Alfred Guzzetti, a filmmaker, professor, and former head of Harvard’s Visual and Environmental Studies program, says his students see Morris “as a major figure, because he was very influential in documentaries coming back into theaters.” Guzzetti befriended the director when Morris relocated from New York to Boston 25 years ago, and the two men still meet weekly to play chamber music together, Guzzetti on piano, Morris on cello.
“He’s patented a certain style,” Guzzetti says, “and that style is widely imitated: the combination of these very ironic interludes and comparisons, the way in which he edits sync-sound talking heads, the driving minimalist music — I don’t know whether he agrees with this, but I’ve always told him that I think that the films are kind of oratorios.”

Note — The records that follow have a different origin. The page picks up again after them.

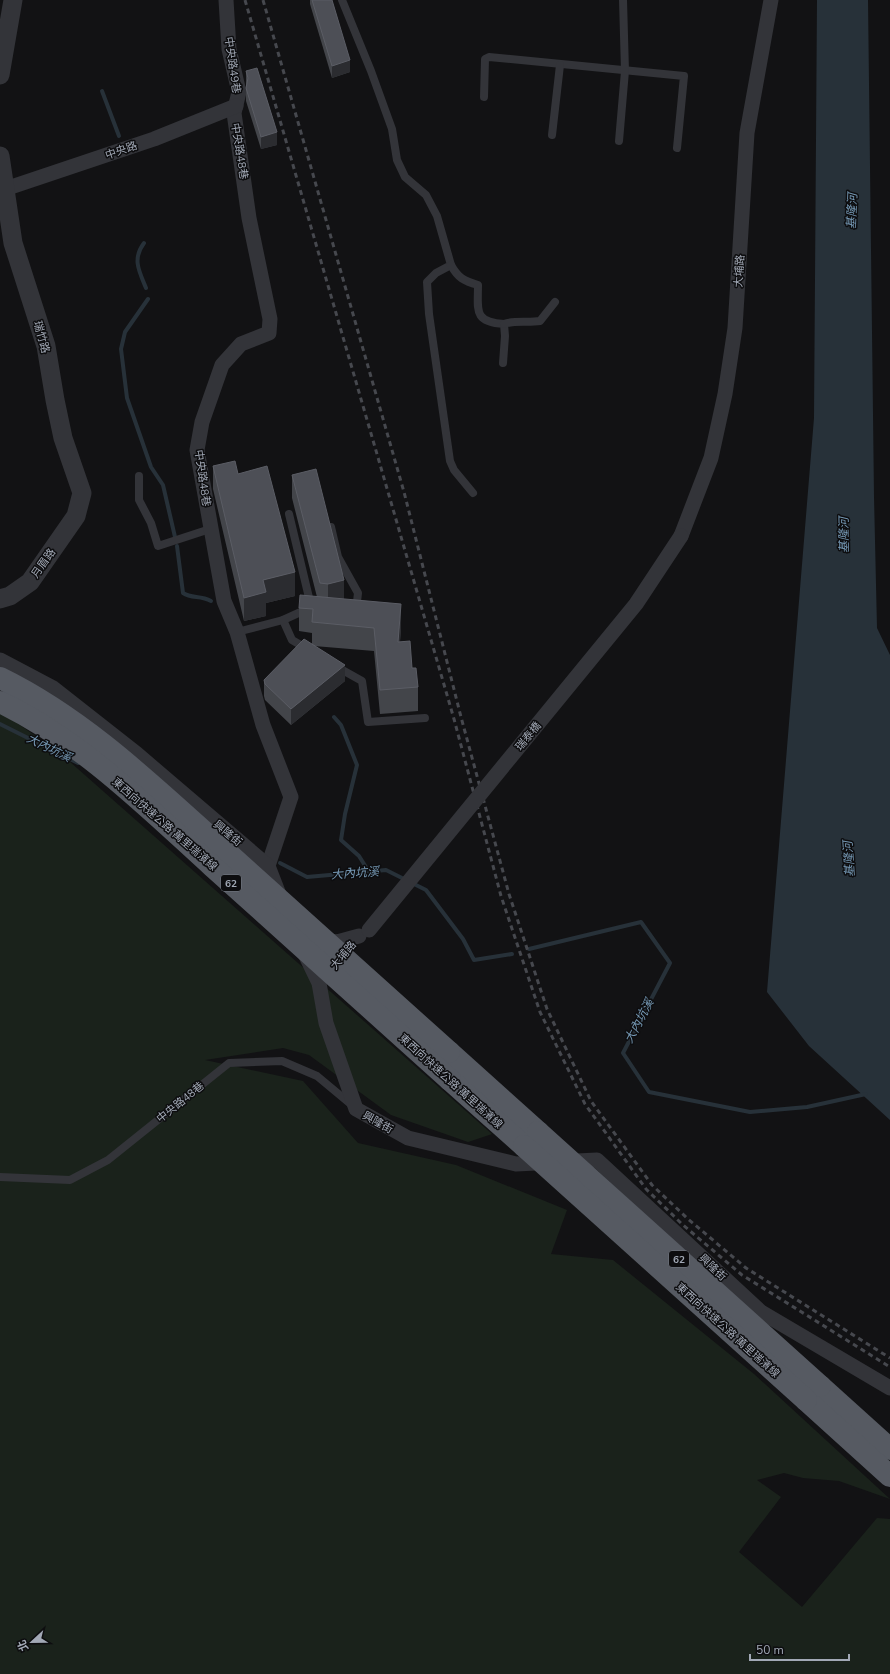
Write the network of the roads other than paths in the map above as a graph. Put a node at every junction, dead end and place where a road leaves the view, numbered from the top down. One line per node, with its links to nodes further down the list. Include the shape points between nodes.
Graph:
1 (13, 0): 8 (street)
2 (226, 0): 10 (street, 中央路49巷, via 229,50 239,92)
3 (342, 0): 16 (lane, via 392,129 396,160 405,177 426,195 437,216)
4 (623, 0): 7 (lane)
5 (771, 0): 26 (street, 大埔路, via 747,133 735,328 725,394 711,458)
6 (560, 65): 7 (lane); 9 (lane, via 489,57 485,59); 11 (lane)
7 (625, 71): 12 (lane); 13 (lane, via 684,76)
8 (0, 76)
9 (484, 97)
10 (236, 106): 15 (street, 中央路, via 154,139); 25 (street, 中央路48巷, via 234,113 250,218 270,319 269,333 241,344 222,365 202,422 197,450)
11 (552, 135)
12 (619, 140)
13 (677, 148)
14 (0, 156): 15 (street, 瑞竹路)
15 (5, 189): 23 (street, 瑞竹路, via 14,243 46,346 64,438 82,493)
16 (451, 265): 18 (lane, via 457,276 478,285 478,314 482,319); 21 (lane, via 436,273 427,282 429,314 450,461)
17 (555, 302): 18 (lane, via 540,321)
18 (504, 324): 19 (lane)
19 (503, 363)
20 (139, 476): 25 (lane, via 139,500 151,523 158,546)
21 (473, 494)
22 (289, 514): 29 (lane, via 315,611 305,610)
23 (76, 516): 27 (street, 月眉路, via 30,582 10,596)
24 (329, 522): 28 (lane, via 338,557 358,593 357,610)
25 (210, 529): 30 (street, 中央路48巷, via 224,601)
26 (681, 536): 39 (street, 瑞泰橋, bridge, via 636,604)
27 (0, 599)
28 (350, 614)
29 (283, 620): 30 (lane); 31 (lane, via 292,640)
30 (237, 632): 37 (street, 中央路48巷, via 263,725 290,797)
31 (318, 655)
32 (0, 660): 37 (street, 興隆街, via 53,688 137,754)
33 (330, 662): 36 (lane, via 362,681 368,722)
34 (0, 678): 42 (highway, 東西向快速公路 萬里瑞濱線 / 62, bridge, via 28,692 97,739 168,800 449,1052)
35 (0, 702): 42 (highway, 東西向快速公路 萬里瑞濱線 / 62, bridge, via 20,711 86,755 450,1080)
36 (425, 718)
37 (268, 866): 38 (street, 興隆街)
38 (291, 924): 39 (street, via 313,938 338,942); 40 (street, 興隆街)
39 (364, 933): 40 (street, 大埔路)
40 (319, 983): 41 (street, 興隆街, via 326,1023)
41 (356, 1109): 43 (lane, 中央路48巷, via 317,1076 282,1061 229,1063 108,1160 70,1180); 44 (street, 興隆街, via 408,1138 516,1164 597,1160 761,1312)
42 (531, 1139): 45 (highway, 東西向快速公路 萬里瑞濱線 / 62, bridge)
43 (0, 1177)
44 (890, 1388)
45 (813, 1393): 46 (highway, 東西向快速公路 萬里瑞濱線 / 62); 47 (highway, 東西向快速公路 萬里瑞濱線 / 62)
46 (890, 1449)
47 (890, 1476)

Morris lives near Inman Square in Cambridge, with his wife, Julia Sheehan, an art historian and co-producer of his films whose onetime job at the Boston Children’s Museum was responsible for the couple relocating to New England from New York City in 1988. (Their son, Hamilton Morris, 26, is the science editor of Vice magazine in Manhattan.)
While “Tabloid” was edited in California, the director prefers to work closer to home, using production facilities in Allston and editing “The Unknown Known” at his Cambridge offices. Says Morris, simply, “I think I would have gone down in L.A. Part of my survival is because I am here, in the sense that I’m removed from all that.”
He isn’t a constant figure on the Boston production or academic scenes, nor is he photographed at local premieres. Teacher-documentarians like Ross McElwee and Robb Moss at Harvard, Mary Jane Doherty at BU, Gerald Peary at Suffolk, and Jane Gillooly at the MFA are more visible presences. Morris, by contrast, is the maestro on the hill — an Oz-like figure whose influence ripples out to the horizons and who increasingly, if somewhat shyly, is venturing out from behind his curtain.
His newfound career as an author is one such area. “Writing is never for me an attempt to make money,” he insists. “It’s usually an attempt to lose money, and I’m usually successful. I just think things should be about thinking things through.”
Morris’s very active TV commercial business also helps him stay in Boston while keeping him apart from local colleagues. Though his peak of productivity might have been the Miller High Life “High Life Man” campaign of 1998 through 2005 — more than 100 TV spots done in a whimsical faux-macho style, they can be viewed at Morris’s website (errolmorris.com/commercials.html) — he still logs 30 to 40 commercial shoot days a year.
Lyda Kuth, a filmmaker and executive director of the documentary support organization the LEF Foundation, says “Errol really figured how to make his work by having a very vibrant commercial business to support himself. I don’t think I know anyone else in the Boston community who’s been able to do that.”
Nor anyone whose work has so broadened the acceptance of documentaries as a robust commercial form. “It’s quite amazing,” Morris says. “People are making documentaries that go into theaters routinely. Twenty, 30 years ago, that was just unheard of.”
He acknowledges that “I’m part of that,” but he’s more excited to talk about “The Act of Killing” and the moral conundrum it forces upon its subjects and its audience.
“Here’s another thing about why what Josh has done is good. The role of a good documentary is not to convince you about what happened, but to force you to think about what happened. And if it does that, then it really has done its job.”